Berbincang dengan beberapa guru yang mengajar di daerah pinggiran sungguh membuat hati miris. Berbagai cerita mengalir mulai dari rendahnya partisipasi orangtua, memudarnya jiwa mendidik dari para guru, sampai friksi yang kerap mewarnai pola pergaulan guru pegawai negeri dengan guru honorer.
Semua kenyataan itu ditumpahkan begitu saja sehingga mendadak muncul gagasan, ketika sedang mendengar cerita itu kapan-kapan akan saya siarkan secara “live” atau entah bagaimana caranya terhubung secara langsung dengan menteri pendidikan.
Mengakhiri cerita itu kawan saya menyisakan satu pertanyaan, “Yang manakah ‘wajah’ Indonesia dalam praktik pendidikan kita?”
Saya merasa gelisah sendiri.
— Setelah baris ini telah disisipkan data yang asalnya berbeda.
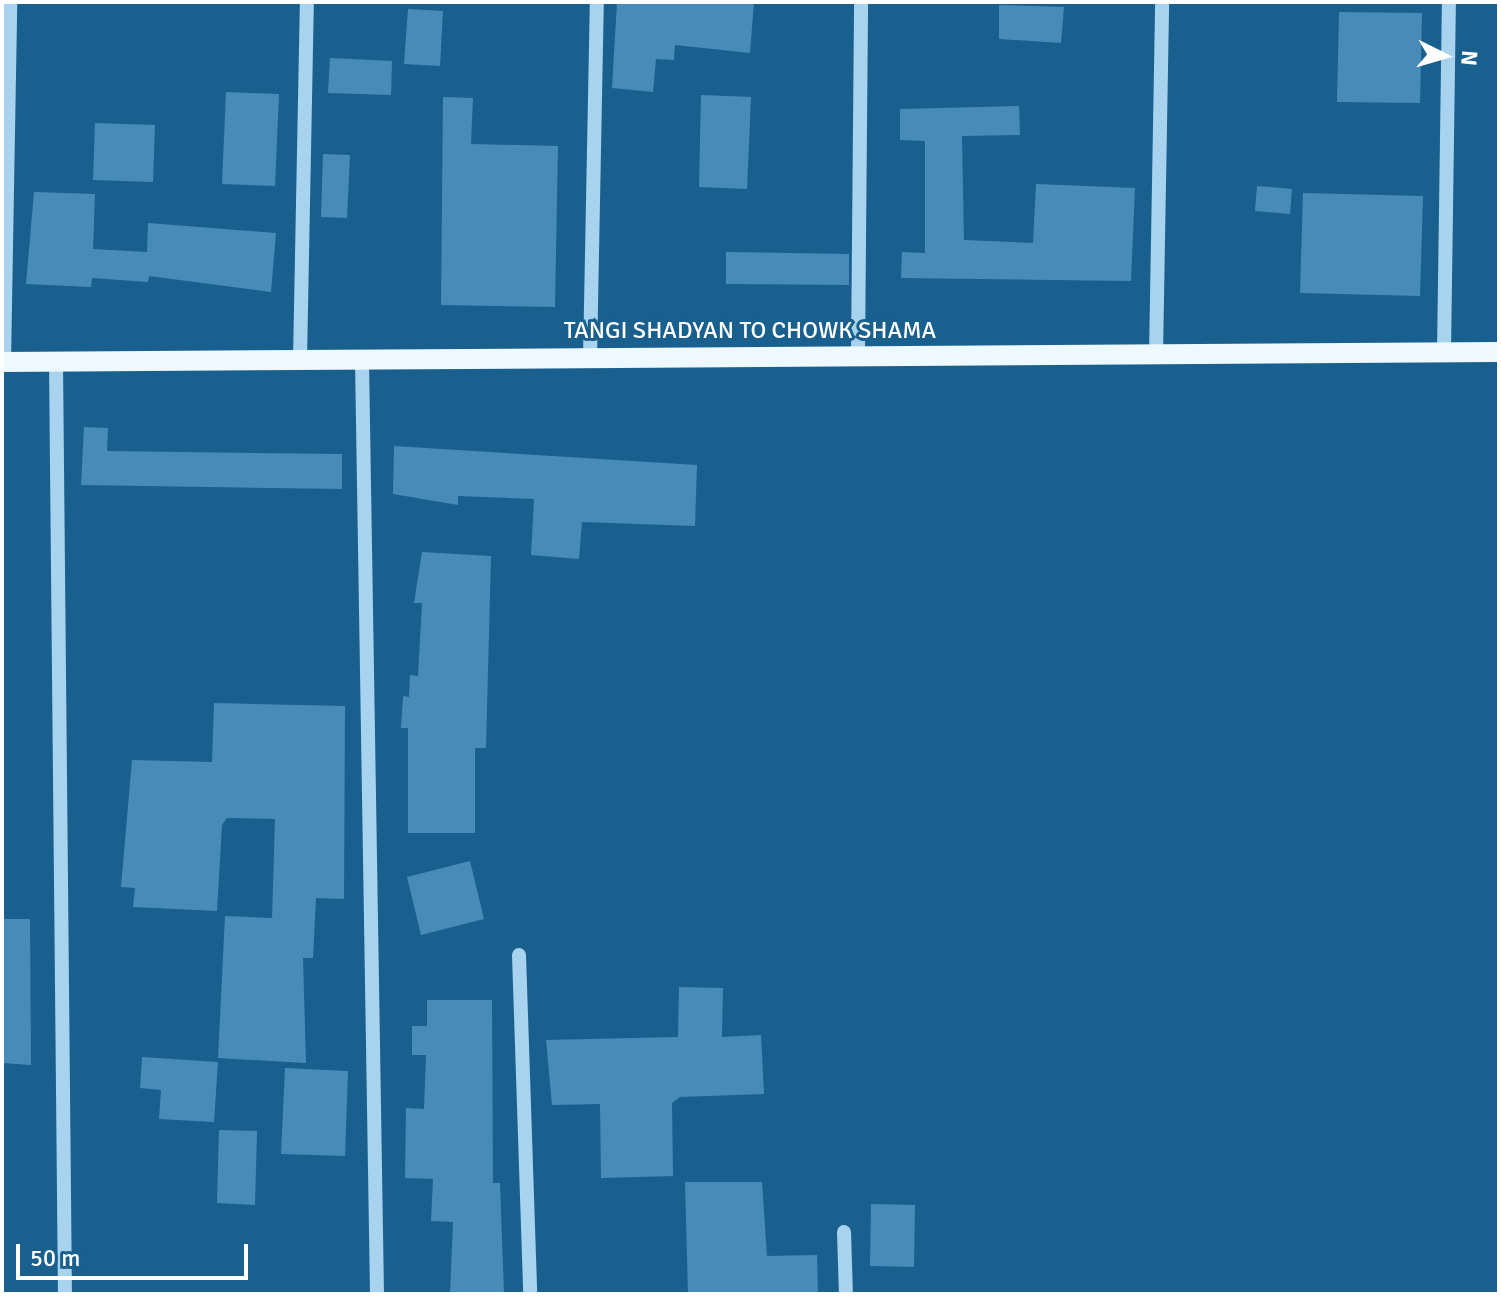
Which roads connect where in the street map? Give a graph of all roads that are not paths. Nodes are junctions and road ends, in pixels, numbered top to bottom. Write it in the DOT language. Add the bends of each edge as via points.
graph roads {
  1 [pos="10,2"];
  2 [pos="307,2"];
  3 [pos="597,2"];
  4 [pos="861,2"];
  5 [pos="1162,2"];
  6 [pos="1449,2"];
  7 [pos="1499,352"];
  8 [pos="1444,353"];
  9 [pos="858,355"];
  10 [pos="1156,355"];
  11 [pos="590,358"];
  12 [pos="300,360"];
  13 [pos="362,360"];
  14 [pos="56,361"];
  15 [pos="3,362"];
  16 [pos="519,955"];
  17 [pos="844,1232"];
  18 [pos="65,1294"];
  19 [pos="377,1294"];
  20 [pos="530,1294"];
  21 [pos="846,1294"];
  1 -- 15 [label="street"];
  2 -- 12 [label="street"];
  3 -- 11 [label="street"];
  4 -- 9 [label="street"];
  5 -- 10 [label="street"];
  6 -- 8 [label="street"];
  7 -- 8 [label="main road, TANGI SHADYAN TO CHOWK SHAMA"];
  8 -- 10 [label="main road, TANGI SHADYAN TO CHOWK SHAMA"];
  9 -- 10 [label="main road, TANGI SHADYAN TO CHOWK SHAMA"];
  9 -- 11 [label="main road, TANGI SHADYAN TO CHOWK SHAMA"];
  11 -- 13 [label="main road, TANGI SHADYAN TO CHOWK SHAMA"];
  12 -- 13 [label="main road, TANGI SHADYAN TO CHOWK SHAMA"];
  12 -- 14 [label="main road, TANGI SHADYAN TO CHOWK SHAMA"];
  13 -- 19 [label="street"];
  14 -- 15 [label="main road, TANGI SHADYAN TO CHOWK SHAMA"];
  14 -- 18 [label="street"];
  16 -- 20 [label="street"];
  17 -- 21 [label="street"];
}
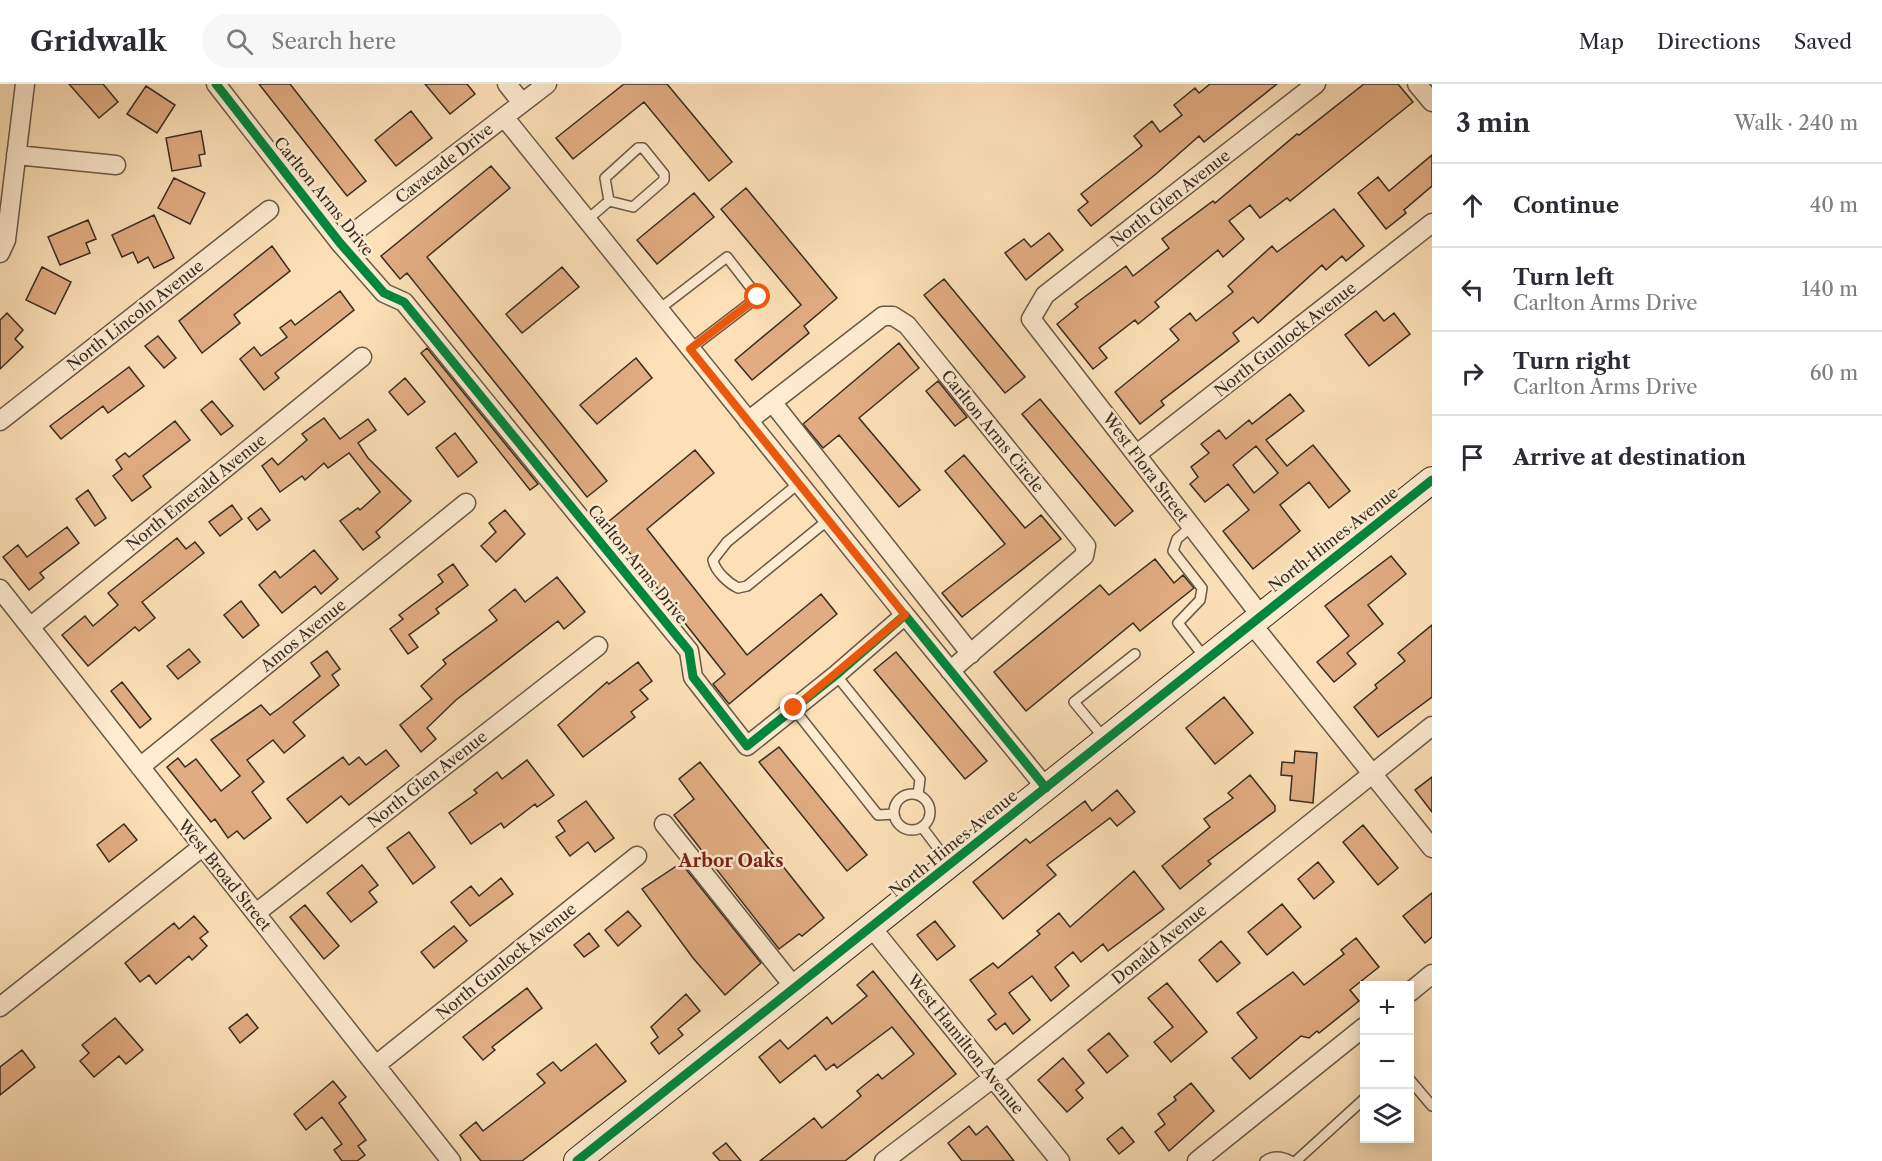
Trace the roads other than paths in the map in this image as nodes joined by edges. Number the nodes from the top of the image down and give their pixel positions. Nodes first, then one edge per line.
1 (25, 84) edge
2 (216, 84) edge
3 (507, 84) edge
4 (547, 84) edge
5 (1316, 84) edge
6 (1417, 84) edge
7 (1432, 102) edge
8 (522, 103) junction
9 (504, 117) junction
10 (16, 155) junction
11 (116, 165) dead end
12 (609, 201) junction
13 (269, 210) dead end
14 (587, 220) junction
15 (1432, 223) edge
16 (340, 243) junction
17 (0, 253) edge
18 (658, 310) junction
19 (1031, 319) joint
20 (690, 349) junction
21 (362, 357) dead end
22 (772, 402) junction
23 (0, 421) edge
24 (747, 422) junction
25 (1137, 454) junction
26 (1432, 480) edge
27 (798, 484) junction
28 (466, 503) dead end
29 (828, 520) junction
30 (1192, 526) junction
31 (0, 589) edge
32 (905, 615) junction
33 (1256, 620) junction
34 (30, 627) junction
35 (598, 646) dead end
36 (971, 654) junction
37 (1136, 654) dead end
38 (1206, 660) junction
39 (950, 671) junction
40 (836, 675) junction
41 (794, 708) junction
42 (1432, 726) edge
43 (1106, 740) junction
44 (140, 767) junction
45 (1372, 773) junction
46 (1047, 788) junction
47 (918, 795) junction
48 (894, 814) junction
49 (664, 824) dead end
50 (922, 827) junction
51 (202, 847) junction
52 (1432, 848) edge
53 (637, 856) dead end
54 (951, 865) junction
55 (256, 913) junction
56 (872, 928) junction
57 (1432, 974) edge
58 (795, 988) junction
59 (1414, 989) edge
60 (0, 1006) edge
61 (1360, 1032) edge
62 (375, 1065) junction
63 (993, 1078) junction
64 (1414, 1085) edge
65 (1360, 1103) edge
66 (1432, 1106) edge
67 (451, 1161) edge
68 (577, 1161) edge
69 (884, 1161) edge
70 (1060, 1161) edge
71 (1197, 1161) edge
72 (1265, 1161) edge
73 (1294, 1161) edge

1 - 10 street
2 - 16 street, Carlton Arms Drive
3 - 8 street
4 - 8 street, Cavacade Drive
5 - 19 street, North Glen Avenue
6 - 7 street
8 - 9 street, Cavacade Drive
9 - 14 street
9 - 16 street, Cavacade Drive
10 - 11 street
10 - 17 street
12 - 12 lane
12 - 14 lane
13 - 23 street, North Lincoln Avenue
14 - 18 street
15 - 25 street, North Gunlock Avenue
16 - 41 street, Carlton Arms Drive
18 - 20 street
18 - 20 lane
19 - 25 street, West Flora Street
20 - 24 street
21 - 34 street, North Emerald Avenue
22 - 24 street, Carlton Arms Circle
22 - 36 street
22 - 36 street, Carlton Arms Circle
24 - 27 street
25 - 30 street, West Flora Street
26 - 33 street, North Himes Avenue
27 - 29 street
27 - 29 lane
28 - 44 street, Amos Avenue
29 - 32 street
30 - 33 street, West Flora Street
30 - 38 lane
31 - 34 street, West Broad Street
32 - 39 street
32 - 40 street, Carlton Arms Drive
33 - 38 street, North Himes Avenue
33 - 45 street, West Flora Street
34 - 44 street, West Broad Street
35 - 55 street, North Glen Avenue
36 - 39 street, Carlton Arms Circle
37 - 43 lane
38 - 43 street, North Himes Avenue
39 - 46 street
40 - 41 street, Carlton Arms Drive
40 - 47 lane
41 - 48 lane
42 - 45 street, Donald Avenue
43 - 46 street, North Himes Avenue
44 - 51 street, West Broad Street
45 - 52 street, West Flora Street
45 - 63 street, Donald Avenue
46 - 54 street, North Himes Avenue
47 - 48 lane
47 - 50 lane
48 - 50 lane
49 - 58 street
50 - 54 lane
51 - 55 street, West Broad Street
51 - 60 street
53 - 62 street, North Gunlock Avenue
54 - 56 street, North Himes Avenue
55 - 62 street, West Broad Street
56 - 58 street, North Himes Avenue
56 - 63 street, West Hamilton Avenue
57 - 59 street
58 - 68 street, North Himes Avenue
61 - 71 street
62 - 67 street, West Broad Street
63 - 69 street, Donald Avenue
63 - 70 street, West Hamilton Avenue
64 - 66 lane
65 - 73 lane
72 - 73 lane

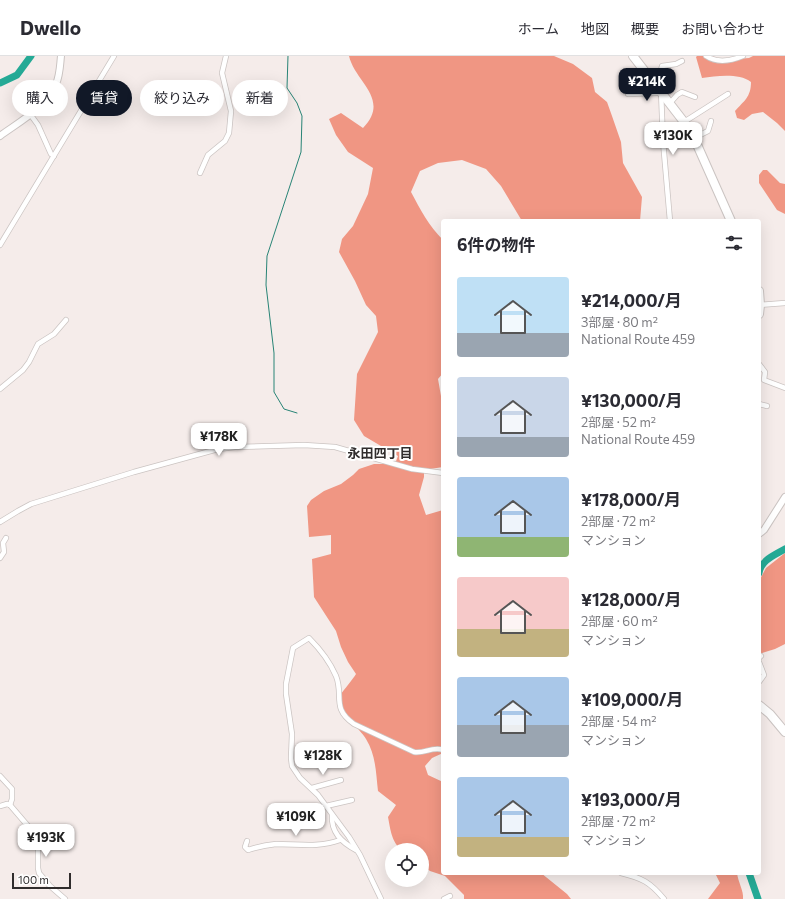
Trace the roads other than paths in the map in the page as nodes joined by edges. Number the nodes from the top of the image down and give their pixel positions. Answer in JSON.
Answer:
{"nodes":[{"id":1,"x":61,"y":56,"type":"edge"},
{"id":2,"x":114,"y":56,"type":"edge"},
{"id":3,"x":226,"y":56,"type":"edge"},
{"id":4,"x":633,"y":56,"type":"edge"},
{"id":5,"x":706,"y":56,"type":"edge"},
{"id":6,"x":743,"y":56,"type":"edge"},
{"id":7,"x":682,"y":61,"type":"dead end"},
{"id":8,"x":57,"y":80,"type":"edge"},
{"id":9,"x":655,"y":84,"type":"junction"},
{"id":10,"x":661,"y":91,"type":"junction"},
{"id":11,"x":628,"y":94,"type":"dead end"},
{"id":12,"x":728,"y":94,"type":"dead end"},
{"id":13,"x":696,"y":97,"type":"dead end"},
{"id":14,"x":670,"y":103,"type":"junction"},
{"id":15,"x":27,"y":116,"type":"edge"},
{"id":16,"x":31,"y":116,"type":"edge"},
{"id":17,"x":712,"y":121,"type":"dead end"},
{"id":18,"x":684,"y":122,"type":"junction"},
{"id":19,"x":0,"y":136,"type":"edge"},
{"id":20,"x":694,"y":138,"type":"junction"},
{"id":21,"x":54,"y":156,"type":"junction"},
{"id":22,"x":200,"y":173,"type":"dead end"},
{"id":23,"x":670,"y":219,"type":"edge"},
{"id":24,"x":730,"y":219,"type":"edge"},
{"id":25,"x":0,"y":245,"type":"edge"},
{"id":26,"x":785,"y":303,"type":"edge"},
{"id":27,"x":761,"y":305,"type":"edge"},
{"id":28,"x":66,"y":320,"type":"dead end"},
{"id":29,"x":761,"y":367,"type":"edge"},
{"id":30,"x":785,"y":388,"type":"edge"},
{"id":31,"x":0,"y":389,"type":"edge"},
{"id":32,"x":761,"y":404,"type":"edge"},
{"id":33,"x":767,"y":406,"type":"dead end"},
{"id":34,"x":441,"y":473,"type":"edge"},
{"id":35,"x":785,"y":497,"type":"edge"},
{"id":36,"x":0,"y":522,"type":"edge"},
{"id":37,"x":761,"y":532,"type":"edge"},
{"id":38,"x":6,"y":538,"type":"dead end"},
{"id":39,"x":0,"y":558,"type":"edge"},
{"id":40,"x":761,"y":668,"type":"edge"},
{"id":41,"x":761,"y":680,"type":"edge"},
{"id":42,"x":761,"y":707,"type":"edge"},
{"id":43,"x":785,"y":732,"type":"edge"},
{"id":44,"x":441,"y":749,"type":"edge"},
{"id":45,"x":0,"y":776,"type":"edge"},
{"id":46,"x":341,"y":780,"type":"dead end"},
{"id":47,"x":312,"y":788,"type":"junction"},
{"id":48,"x":352,"y":800,"type":"dead end"},
{"id":49,"x":10,"y":805,"type":"junction"},
{"id":50,"x":0,"y":806,"type":"edge"},
{"id":51,"x":326,"y":806,"type":"junction"},
{"id":52,"x":332,"y":814,"type":"junction"},
{"id":53,"x":340,"y":840,"type":"junction"},
{"id":54,"x":247,"y":841,"type":"dead end"},
{"id":55,"x":356,"y":850,"type":"junction"},
{"id":56,"x":629,"y":875,"type":"edge"},
{"id":57,"x":450,"y":896,"type":"dead end"},
{"id":58,"x":65,"y":899,"type":"edge"},
{"id":59,"x":381,"y":899,"type":"edge"},
{"id":60,"x":444,"y":899,"type":"edge"},
{"id":61,"x":664,"y":899,"type":"edge"}],
"edges":[{"from":1,"to":8,"type":"street"},
{"from":2,"to":21,"type":"street"},
{"from":3,"to":22,"type":"street"},
{"from":4,"to":9,"type":"highway"},
{"from":5,"to":6,"type":"street"},
{"from":7,"to":9,"type":"street"},
{"from":9,"to":10,"type":"highway"},
{"from":10,"to":11,"type":"street"},
{"from":10,"to":14,"type":"highway"},
{"from":10,"to":23,"type":"street"},
{"from":12,"to":18,"type":"street"},
{"from":13,"to":14,"type":"street"},
{"from":14,"to":18,"type":"highway"},
{"from":15,"to":19,"type":"street"},
{"from":16,"to":21,"type":"street"},
{"from":17,"to":20,"type":"street"},
{"from":18,"to":20,"type":"highway"},
{"from":20,"to":24,"type":"highway"},
{"from":21,"to":25,"type":"street"},
{"from":26,"to":27,"type":"street"},
{"from":28,"to":31,"type":"street"},
{"from":29,"to":30,"type":"street"},
{"from":32,"to":33,"type":"street"},
{"from":34,"to":36,"type":"street"},
{"from":35,"to":37,"type":"street"},
{"from":38,"to":39,"type":"street"},
{"from":40,"to":41,"type":"street"},
{"from":42,"to":43,"type":"highway"},
{"from":44,"to":47,"type":"street"},
{"from":45,"to":49,"type":"street"},
{"from":46,"to":47,"type":"street"},
{"from":47,"to":51,"type":"street"},
{"from":48,"to":51,"type":"street"},
{"from":49,"to":50,"type":"street"},
{"from":49,"to":58,"type":"street"},
{"from":51,"to":52,"type":"street"},
{"from":52,"to":53,"type":"street"},
{"from":52,"to":55,"type":"street"},
{"from":53,"to":54,"type":"street"},
{"from":53,"to":55,"type":"street"},
{"from":55,"to":59,"type":"street"},
{"from":56,"to":61,"type":"street"},
{"from":57,"to":60,"type":"street"}]}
Kalau Cak Nun pernah menulis “Indonesia Bagian Dari Desa Saya”, bisa kita pinjam untuk memproyeksikan pertanyaan lanjutan, merespon pertanyaan kawan saya tadi.
Indonesia bagian dari pendidikan ataukah pendidikan bagian dari Indonesia? Indonesia mewarnai pendidikan ataukah pendidikan mewarnai Indonesia? Kita menemukan “wajah” Indonesia dalam pendidikan ataukah menemukan “wajah” pendidikan dalam Indonesia?
Apabila simulasi pertanyaan yang bisa berkembang itu tidak segera dirumuskan jawabannya, saya khawatir—tanpa kita sadari karena (mungkin) koordinat persoalannya tidak cukup strategis untuk menopang ambisi kekuasaan dan nafsu kekayaan—kita telah memulai dan sedang kehilangan ke-Indonesia-an. Bagi generasi milenial yang dididik dalam atmosfer komunikasi global, masihkah terlukis bagaimana wajah kepribadian Indonesia?
Kita akan dengan mudah menyatakan, bukankah kita memiliki pendidikan Pancasila? Dahulu ada mata pelajaran Pendidikan Moral Pancasila (PMP), Pendidikan Sejarah Perjuangan Bangsa (PSPB), Penataran P4. Sekarang kabarnya Kurikulum 2013 lebih mantab lagi menekankan pendidikan karakter.
Saat ini pendidikan nasional telah menemukan kebebasannya namun belum independen. Intervensi politik kekuasaan cukup kentara menggoreskan warnanya di atas kanvas pendidikan.
Jabatan politik tidak digunakan untuk menciptakan atmosfer kebijakan pendidikan yang kondusif dan akomodatif terhadap ide-ide lokal. Birokrasi pendidikan yang digerakkan oleh nyawa kekuasaan justru memagari gerak kreativitas pelaku pendidikan.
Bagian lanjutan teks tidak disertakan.